While “The Secret Garden” may not chiefly be about adults, they are not short changed. The movie spends a fair amount of time on backstory about Colin and Mary’s mothers, who were sisters, and their history with the garden. Finally, in its own tangential way, it deals with the mistakes that parents inevitably make with their children, but also with the love that parents have for their children whether they show it or not. Buy it.

Also New This Week

The Pale Door

It’s interesting how certain movies can form templates for others to follow. Just think about how many movies you’ve watched and thought they felt like something you’ve seen before. “Die Hard” and “Alien” are two template movies that have spawned many a copycat. For “The Pale Door,” director and co-writer Aaron B. Koontz chose “From Dusk Til Dawn.” I never in all of my multiple viewings thought that Robert Rodriguez’s frenzied vampire romp from 1996 would be used as the basis for another movie, but here we are. “The Pale Door” even has the “Two bullets left” dialogue (which “From Dusk Til Dawn” writer Quentin Tarantino lifted from John Carpenter’s “Assault on Precinct 13”). To its credit though, ”The Pale Door” has a different answer on what to do with the last bullet.

The way to wrap your head around “The Pale Door” is to take George Clooney and Quentin Tarantino’s Gecko brothers and replace them with the Dalton brothers, Duncan (Zachary Knighton) and Jake (Devin Druid), in a fictionalized version of the Dalton gang of the 1880s. Replace the sanctuary from a sleazy biker bar to a very small town that literally looks like a set built in someone’s back yard. Finally, replace the vampires with witches. Congratulations, you’re almost there.

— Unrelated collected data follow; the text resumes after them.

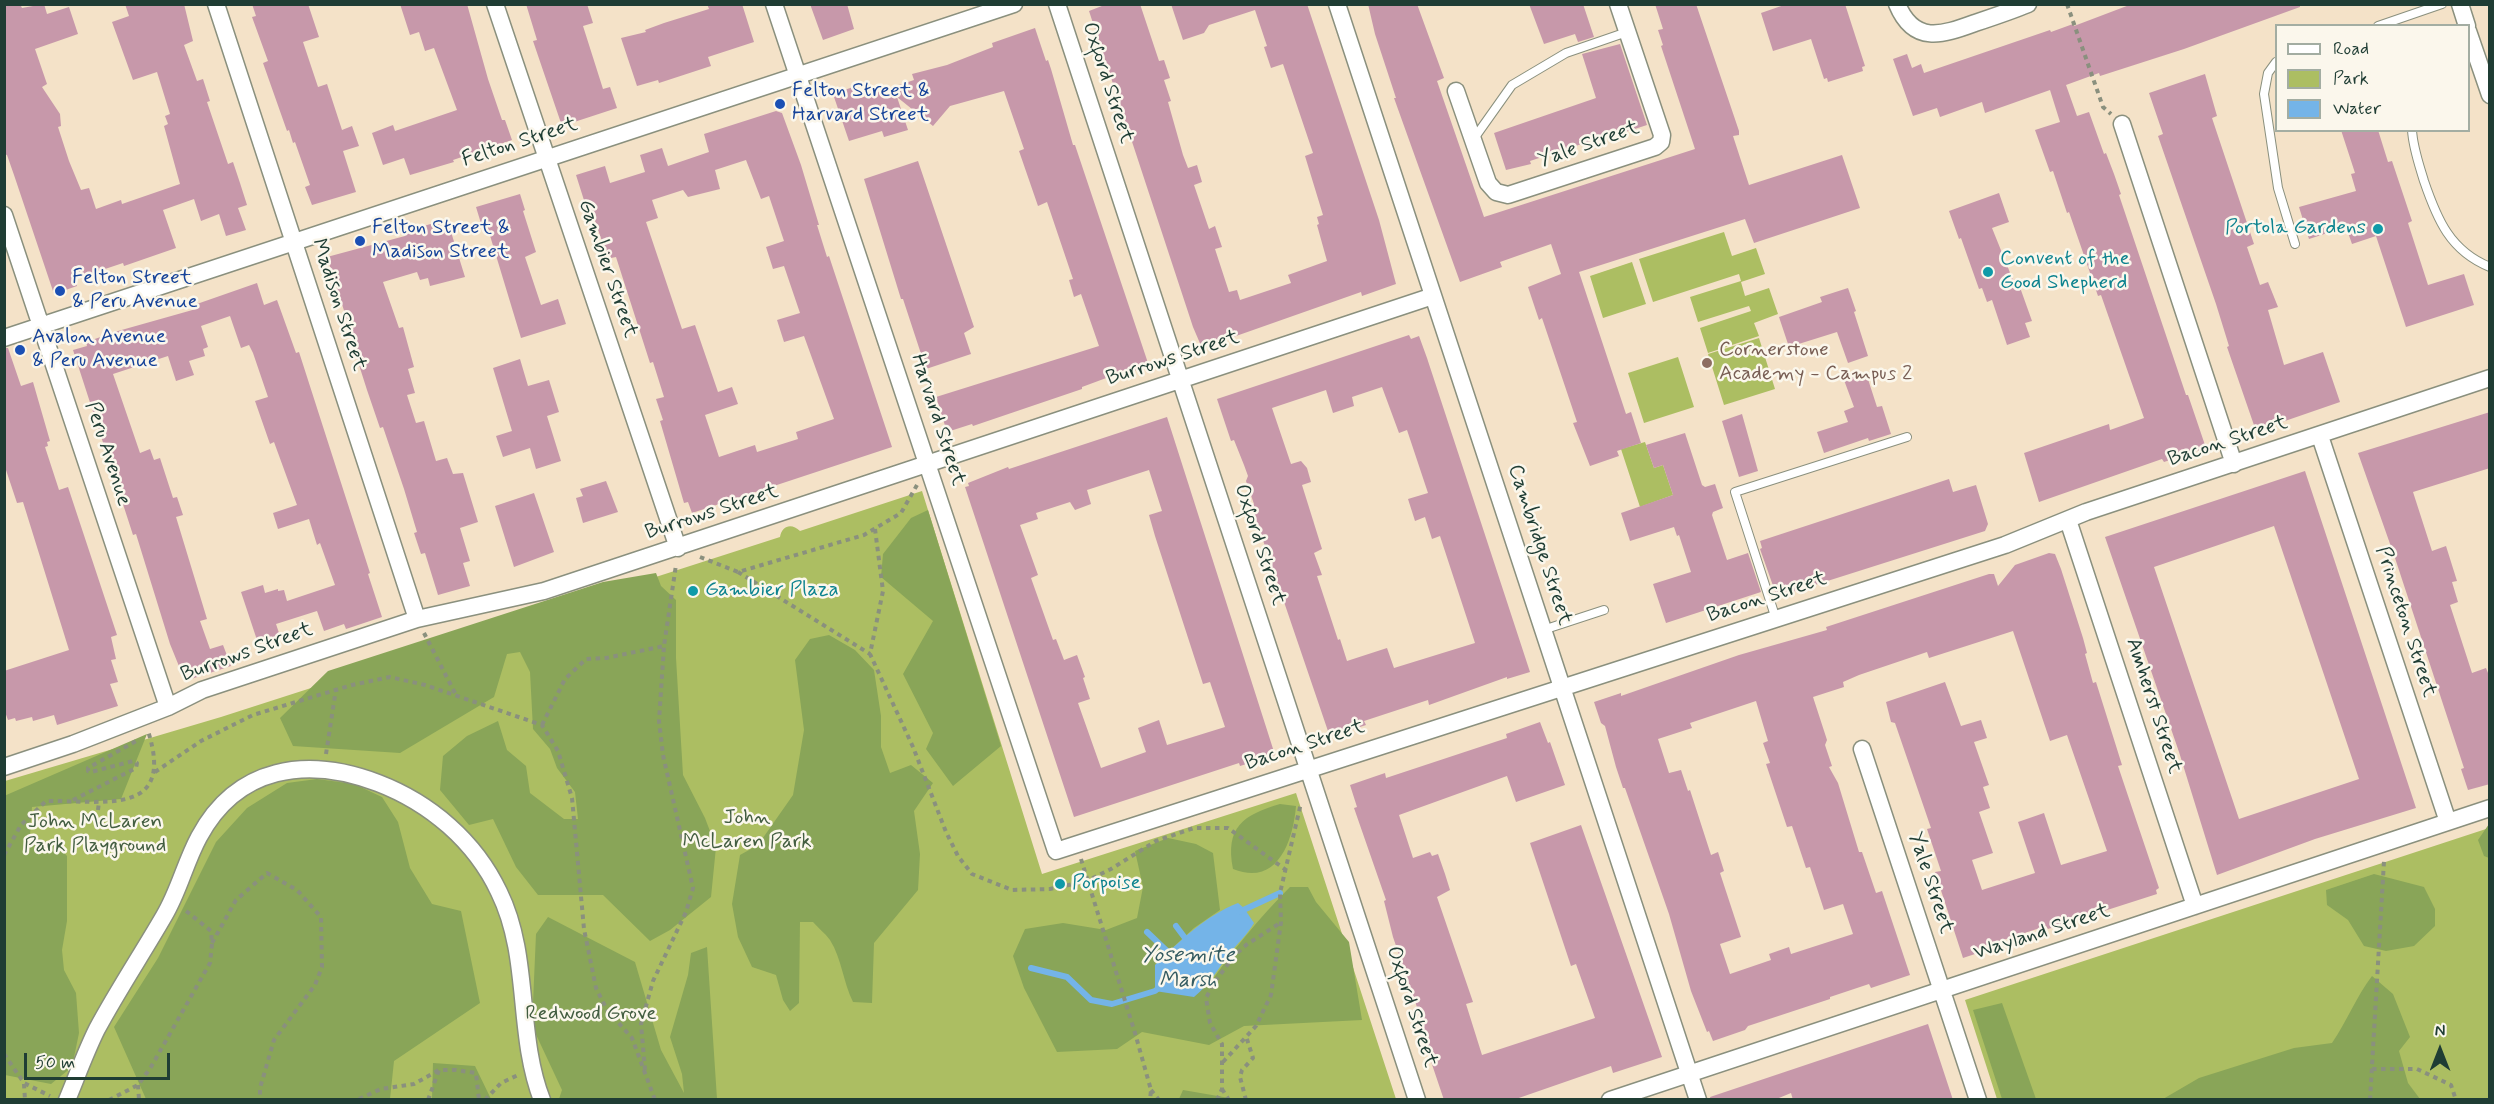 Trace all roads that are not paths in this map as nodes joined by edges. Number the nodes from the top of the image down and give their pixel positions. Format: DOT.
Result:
graph roads {
  1 [pos="216,4"];
  2 [pos="495,4"];
  3 [pos="774,4"];
  4 [pos="1014,4"];
  5 [pos="1057,4"];
  6 [pos="1337,4"];
  7 [pos="1618,4"];
  8 [pos="1897,4"];
  9 [pos="2028,4"];
  10 [pos="2442,4"];
  11 [pos="2460,4"];
  12 [pos="2384,24"];
  13 [pos="2466,24"];
  14 [pos="1627,32"];
  15 [pos="2470,39"];
  16 [pos="2275,64"];
  17 [pos="798,76"];
  18 [pos="1456,91"];
  19 [pos="2490,95"];
  20 [pos="2122,124"];
  21 [pos="2412,132"];
  22 [pos="1473,141"];
  23 [pos="545,159"];
  24 [pos="4,215"];
  25 [pos="294,241"];
  26 [pos="2295,244"];
  27 [pos="2490,267"];
  28 [pos="1433,296"];
  29 [pos="41,325"];
  30 [pos="4,338"];
  31 [pos="2490,378"];
  32 [pos="1181,379"];
  33 [pos="2320,436"];
  34 [pos="1906,437"];
  35 [pos="928,464"];
  36 [pos="2234,464"];
  37 [pos="2068,520"];
  38 [pos="678,548"];
  39 [pos="1604,610"];
  40 [pos="417,619"];
  41 [pos="1776,619"];
  42 [pos="1543,630"];
  43 [pos="1562,687"];
  44 [pos="168,707"];
  45 [pos="1862,749"];
  46 [pos="4,767"];
  47 [pos="1308,769"];
  48 [pos="2490,808"];
  49 [pos="2448,822"];
  50 [pos="1056,851"];
  51 [pos="2195,906"];
  52 [pos="1941,989"];
  53 [pos="1689,1074"];
  54 [pos="67,1100"];
  55 [pos="542,1100"];
  56 [pos="1418,1100"];
  57 [pos="1610,1100"];
  58 [pos="1698,1100"];
  59 [pos="1978,1100"];
  1 -- 25 [label="street, Madison Street"];
  2 -- 23 [label="street, Gambier Street"];
  3 -- 17 [label="street, Harvard Street"];
  4 -- 17 [label="street, Felton Street"];
  5 -- 32 [label="street, Oxford Street"];
  6 -- 28 [label="street, Cambridge Street"];
  7 -- 14 [label="street, Yale Street"];
  8 -- 9 [label="street"];
  10 -- 12 [label="lane"];
  11 -- 13 [label="street"];
  14 -- 22 [label="lane"];
  14 -- 22 [label="street, Yale Street"];
  15 -- 19 [label="street"];
  16 -- 26 [label="lane"];
  17 -- 23 [label="street, Felton Street"];
  17 -- 35 [label="street, Harvard Street"];
  18 -- 22 [label="street, Yale Street"];
  20 -- 36 [label="street"];
  21 -- 27 [label="lane"];
  23 -- 25 [label="street, Felton Street"];
  23 -- 38 [label="street, Gambier Street"];
  24 -- 29 [label="street, Peru Avenue"];
  25 -- 29 [label="street, Felton Street"];
  25 -- 40 [label="street, Madison Street"];
  28 -- 32 [label="street, Burrows Street"];
  28 -- 42 [label="street, Cambridge Street"];
  29 -- 30 [label="street, Felton Street"];
  29 -- 44 [label="street, Peru Avenue"];
  31 -- 33 [label="street, Bacon Street"];
  32 -- 35 [label="street, Burrows Street"];
  32 -- 47 [label="street, Oxford Street"];
  33 -- 36 [label="street, Bacon Street"];
  33 -- 49 [label="street, Princeton Street"];
  34 -- 41 [label="lane"];
  35 -- 38 [label="street, Burrows Street"];
  35 -- 50 [label="street, Harvard Street"];
  36 -- 37 [label="street, Bacon Street"];
  37 -- 41 [label="street, Bacon Street"];
  37 -- 51 [label="street, Amherst Street"];
  38 -- 40 [label="street, Burrows Street"];
  39 -- 42 [label="lane"];
  40 -- 44 [label="street, Burrows Street"];
  41 -- 43 [label="street, Bacon Street"];
  42 -- 43 [label="street, Cambridge Street"];
  43 -- 47 [label="street, Bacon Street"];
  43 -- 53 [label="street, Cambridge Street"];
  44 -- 46 [label="street, Burrows Street"];
  45 -- 52 [label="street, Yale Street"];
  47 -- 50 [label="street, Bacon Street"];
  47 -- 56 [label="street, Oxford Street"];
  48 -- 49 [label="street, Wayland Street"];
  49 -- 51 [label="street, Wayland Street"];
  51 -- 52 [label="street, Wayland Street"];
  52 -- 53 [label="street, Wayland Street"];
  52 -- 59 [label="street, Yale Street"];
  53 -- 57 [label="street, Wayland Street"];
  53 -- 58 [label="street, Cambridge Street"];
  54 -- 55 [label="street"];
}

What we now need to do is remove some elements that make “From Dusk Til Dawn” so captivating. Let’s start with likeable outlaw characters. Clooney’s character made it clear that he didn’t kill unless he had to. This group, and chiefly gang member Dodd (Bill Sage), gets pleasure in inflicting pain. The whole lot, however, are brutal and unappealing. I didn’t care about them at all, to the point where the overly long exposition/backstory dialogue scenes had me groaning. Other elements from “From Duck Til Dawn” to address in terms of “The Pale Door”:

Snappy dialogue: Are you kidding?

Great rock score: Replace it with an annoying, mind-numbing percussive score

Exciting, well-choreographed fight scenes: Replace with something more banal and uninspired

Awesome Tom Savini gore effects: Practical make up on a couple witches looked good. Otherwise, nothing special.

In other words, “The Pale Door” had the template but pales (pun intended) in comparison to the work it so closely emulates. It’s interesting to note that the prologue scene that opens the movie is not from the template, and is the lone highlight. Everything that comes after is an unworthy rip off. Skip it, and watch “From Dusk Til Dawn” instead.

 

More New Releases

“Valley Girl,” set to a new wave ’80s soundtrack, a pair of young lovers from different backgrounds defy their parents and friends to stay together in this musical adaptation of the 1983 film, starring Jessica Rothe, Mae Whitman, Peyton List, and Chloe Bennet; and “Tales from the Hood 3,” horror anthology with four terrifying tales full of horrifying twists and social commentary, starring Tony Todd, Lynn Whitfield, and Savannah Basley.

Andrew Hudak is a lifelong film lover. His column on Blu-Ray new releases appears every Tuesday. He lives in Connecticut.